Tulungagung pada Masa Hindu Buddha
Kerajaan Medang yang
berpusat di Jawa Tengah pada tahun 898-910 Masehi dipimpin oleh Sri Dharmodaya
Rakrayan Watukura Haji Balitung. Pada awal pemerintahannya Haji Balitung
mengeluarkan prasasti untuk satu daerah di Tulungagung yang dikenal sebagai Prasasti
Penampihan I dengan angka tahun 820 Saka/898 Masehi. Prasasti tersebut terbuat
dari batu dan sekarang berada di halaman Candi Penampihan Desa Geger Kecamatan
Sendang Tulungagung. Prasasti Penampihan
I berkaitan dengan anugerah tanah perdikan, dalam sejarah menunjukkan bahwa Raja Balitung adalah
Maharaja Medang yang pertama mengadakan perluasan kekuasaan ke Jawa Timur dan
Bali.
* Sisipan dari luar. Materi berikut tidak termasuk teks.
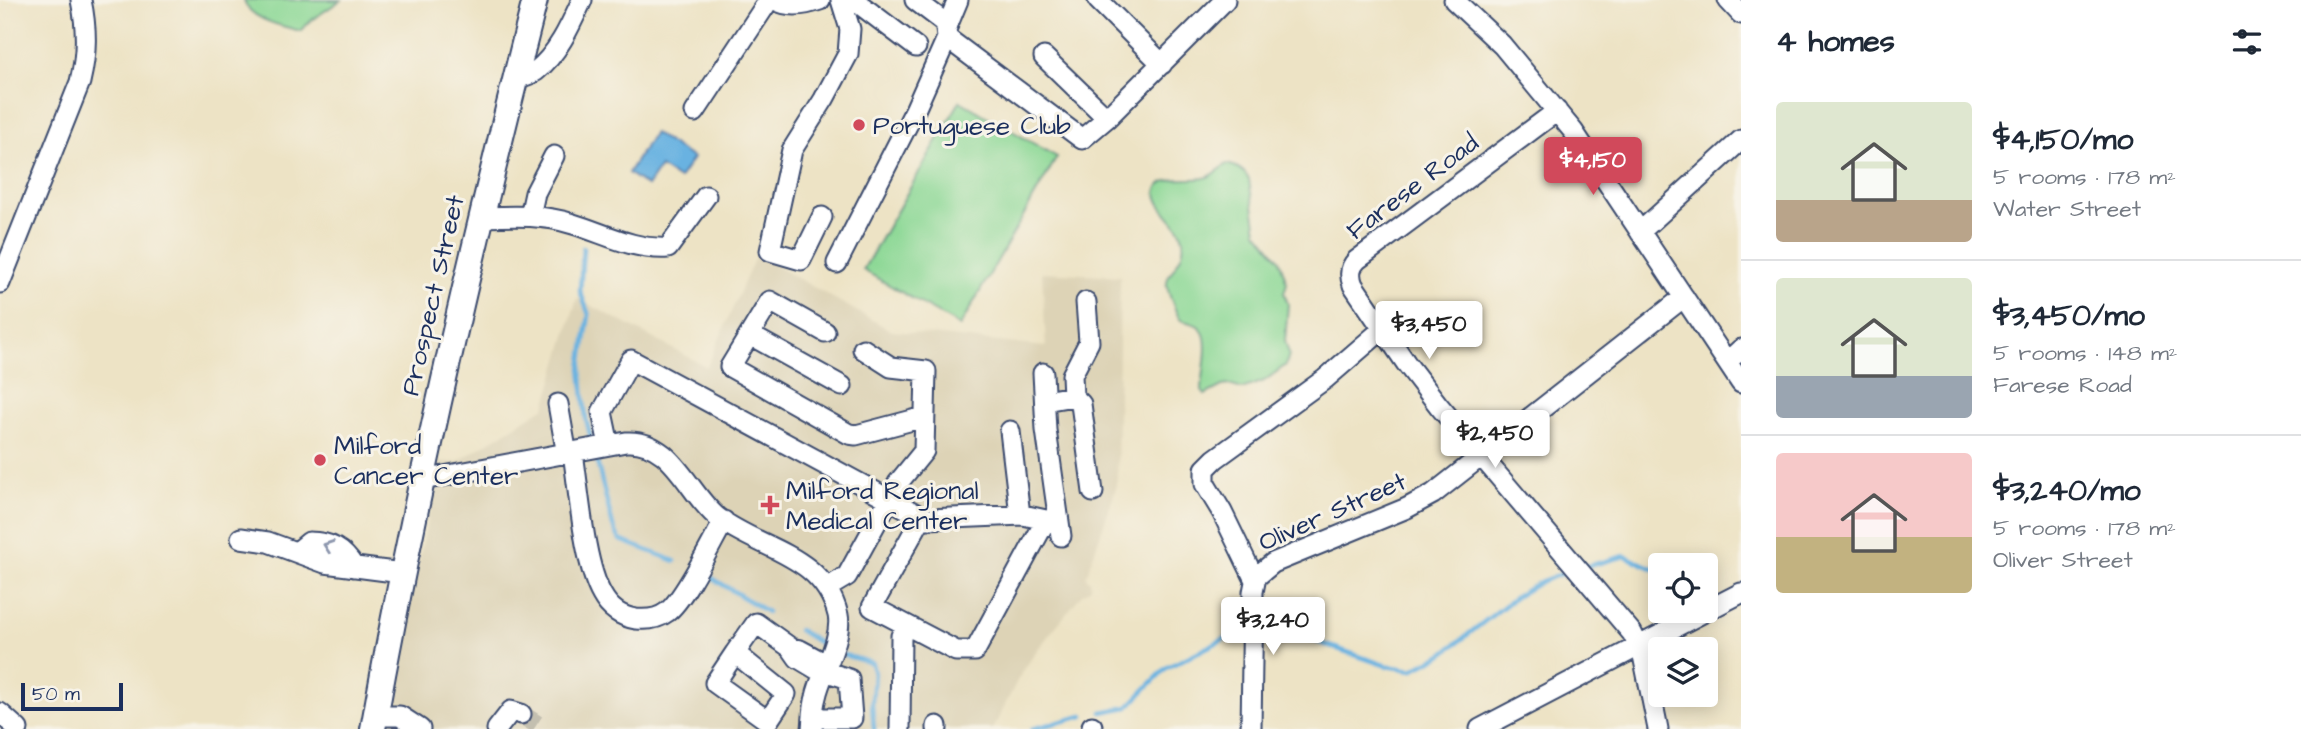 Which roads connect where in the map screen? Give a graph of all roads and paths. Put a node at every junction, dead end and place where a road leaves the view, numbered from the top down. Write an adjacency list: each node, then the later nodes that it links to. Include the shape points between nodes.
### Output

Untuk menguasai Jawa Timur Haji Balitung harus menaklukkan Kerajaan
Kanjuruhan yang berada di lereng Gunung Kawi. Diperkirakan pada penyerbuan pertama pasukan Haji
Balitung mendapat perlawanan sengit. Terpukul mundur ke barat sampai akhirnya
berkubu di gunung Wilis atau daerah Penampihan. Berkat pertolongan agung para
tokoh dan penduduk Penampihan Kubu-Kubu, Haji Balitung berhasil menaklukkan
Kanjuruhan. Dalam Prasasti Kubu Kubu menyebutkan beberapa tokoh lokal yang
mendapat hadiah kain dari Kerajaan Medang. Salah satu tokoh yang dapat
dikaitkan dengan wilayah di Tulungagung adalah Dapunta Antyanta Rama Matuha I
Panjora.
Pada masa Airlangga terdapat
suatu kerajaan kecil di selatan Sungai Brantas yaitu Kerajaan Lodoyong yang
dikuasai oleh seorang raksasa wanita memiliki kekuatan besar menganut aliran
Siwa Bhairawa. Julukan raksasa hanya merupakan sebuah kiasan karena dalam
pandangan Wisnu yang dianut Airlangga, Siwa aliran Bhairawa merupakan aliran
yang mempunyai derajat rendah sehingga diumpamakan sebagai raksasa. Sebelum agama
islam menyebar di Tulungagung, dulunya Tulungagung merupakan bawahan Kerajaan
Medang dan Kerajaan Kahuripan. Masyarakatnya menganut Agama Hindu, yaitu Siwa
Bhairawa. Akhirnya datanglah penyebar Agama Islam pertama kali di Tulungagung
yaitu Kyai Abu Mansur.
KH. Abu Mansur Penyebar Agama Islam
Pertama di Tulungagung
Desa Tawangsari terletak di bagian barat Kabupaten
Tulungagung. Diperkirakan Agama Islam mulai menyebar di daerah Tulungagung yang
dulunya bernama Daerah Ngrowo, sekitar tahun 17 Masehi yang disebarkan oleh KH.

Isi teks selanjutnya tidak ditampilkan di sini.